Sep 6, 2011


actual shirt, in an actual Children's Place.
Hey, you!  Are you buying that shirt for your kid?  Yeah, the one Children's Place put right in the front of the store?!  Guess what?  It ain't cute.  I mean, aesthetically it is, but.  You don't know what "aesthetically" means? Then swing by Books-a-Million and pic up a dictionary.   

This is the deal.  If you buy that shirt - and I'm not leaving until you're done shopping - I'm going to take your kid.   I mean it.  I will take your daughter and raise her as my own, because you, madame, are too stupid to be trusted with life.  Actually, my plan is to drop your kid off with a couple of meth addicts I know, cause I'm really curious if they can do a better job raising her than you.  They may forget to feed her for a couple days, but they'll never do something as horrible as buy her this shirt!  And I don't care if it's on sale!  The messages it sends are terrible.  What are you trying to raise?  A rich housewife or an even richer divorcee?

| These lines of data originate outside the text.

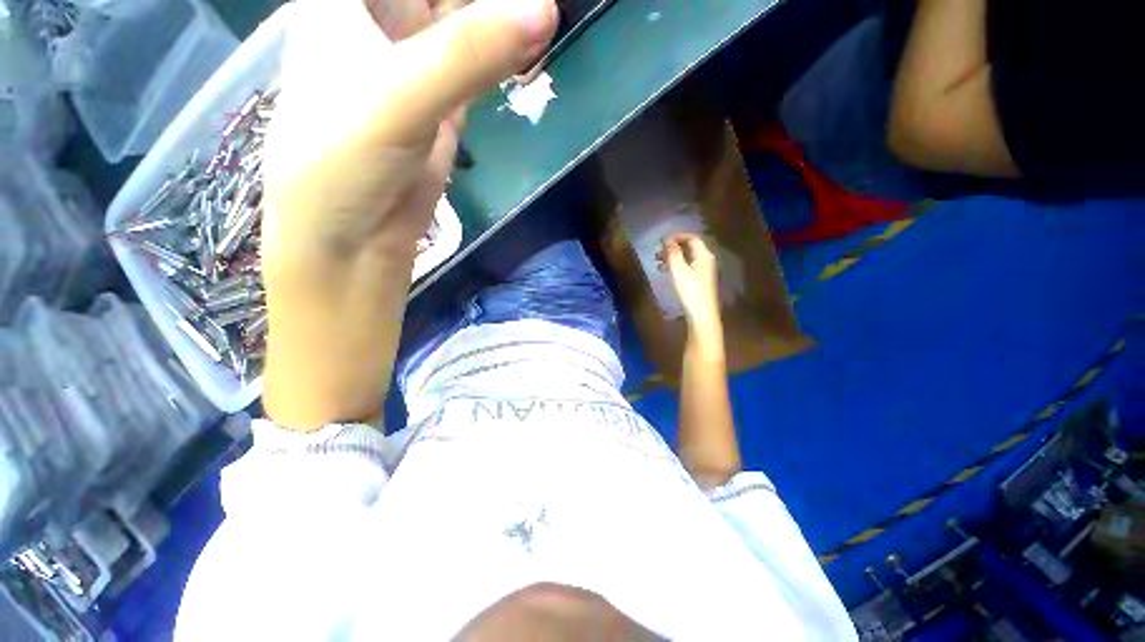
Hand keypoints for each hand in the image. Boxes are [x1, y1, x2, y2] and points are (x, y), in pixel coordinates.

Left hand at [262, 0, 558, 271]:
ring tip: (539, 15)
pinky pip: (477, 67)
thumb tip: (545, 8)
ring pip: (463, 24)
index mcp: (345, 0)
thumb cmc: (344, 159)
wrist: (356, 238)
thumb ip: (470, 51)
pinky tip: (532, 44)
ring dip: (497, 19)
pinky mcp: (443, 106)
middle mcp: (380, 24)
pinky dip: (504, 55)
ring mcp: (415, 66)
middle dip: (481, 2)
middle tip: (531, 5)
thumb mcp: (401, 95)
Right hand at [657, 234, 720, 328]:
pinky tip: (665, 271)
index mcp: (703, 255)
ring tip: (658, 262)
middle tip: (658, 253)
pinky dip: (675, 266)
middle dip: (673, 248)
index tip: (662, 241)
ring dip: (672, 257)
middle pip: (689, 247)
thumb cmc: (690, 291)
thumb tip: (667, 240)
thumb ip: (673, 254)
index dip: (677, 237)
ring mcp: (702, 271)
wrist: (701, 314)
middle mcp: (705, 260)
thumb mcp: (679, 270)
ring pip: (686, 258)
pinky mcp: (698, 281)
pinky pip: (686, 267)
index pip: (692, 238)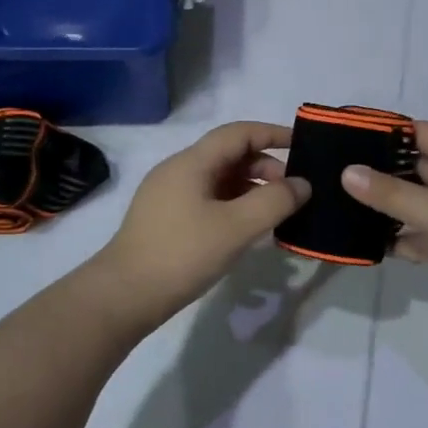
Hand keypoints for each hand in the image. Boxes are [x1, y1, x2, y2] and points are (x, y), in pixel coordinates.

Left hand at [88, 121, 310, 326]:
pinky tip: (246, 229)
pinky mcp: (165, 218)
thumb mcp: (236, 227)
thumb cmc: (182, 254)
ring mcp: (168, 194)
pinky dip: (233, 204)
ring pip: (218, 179)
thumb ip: (274, 201)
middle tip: (292, 193)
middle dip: (265, 167)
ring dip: (250, 188)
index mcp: (191, 162)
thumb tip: (302, 184)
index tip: (303, 145)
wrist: (124, 295)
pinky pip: (207, 198)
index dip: (272, 134)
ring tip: (275, 214)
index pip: (238, 133)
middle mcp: (178, 170)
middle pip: (229, 155)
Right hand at [341, 120, 427, 319]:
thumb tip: (348, 173)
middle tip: (332, 176)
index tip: (344, 139)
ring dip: (386, 208)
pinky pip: (423, 235)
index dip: (383, 133)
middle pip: (413, 168)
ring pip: (416, 204)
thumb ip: (394, 194)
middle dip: (377, 172)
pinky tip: (368, 245)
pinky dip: (401, 239)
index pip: (418, 132)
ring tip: (341, 208)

Either way, they both end up sad, pickled, and full of regret.  Of course, the regret we'll never see because her face will be so pulled back - like a midget tugging on her cheeks - that absolutely no emotion will be visible.  

Seriously, lady.  The GAP is right next door, and they've got some really nice t-shirts. Beige, purple, a sun-faded pink.  Go crazy.  The world's your oyster.  And on sale, too.  I admit, they're probably made by children just like ours, but at least no will want to kill you for taking her out like that.  I know this is harsh, but I only want to help.  Think about it: our two children may be in class one day, and I'd hate for the learning to be slowed down for mine just so the teacher can spend extra time with yours.  This, dear, is the meaning community.  Pitch in or get out.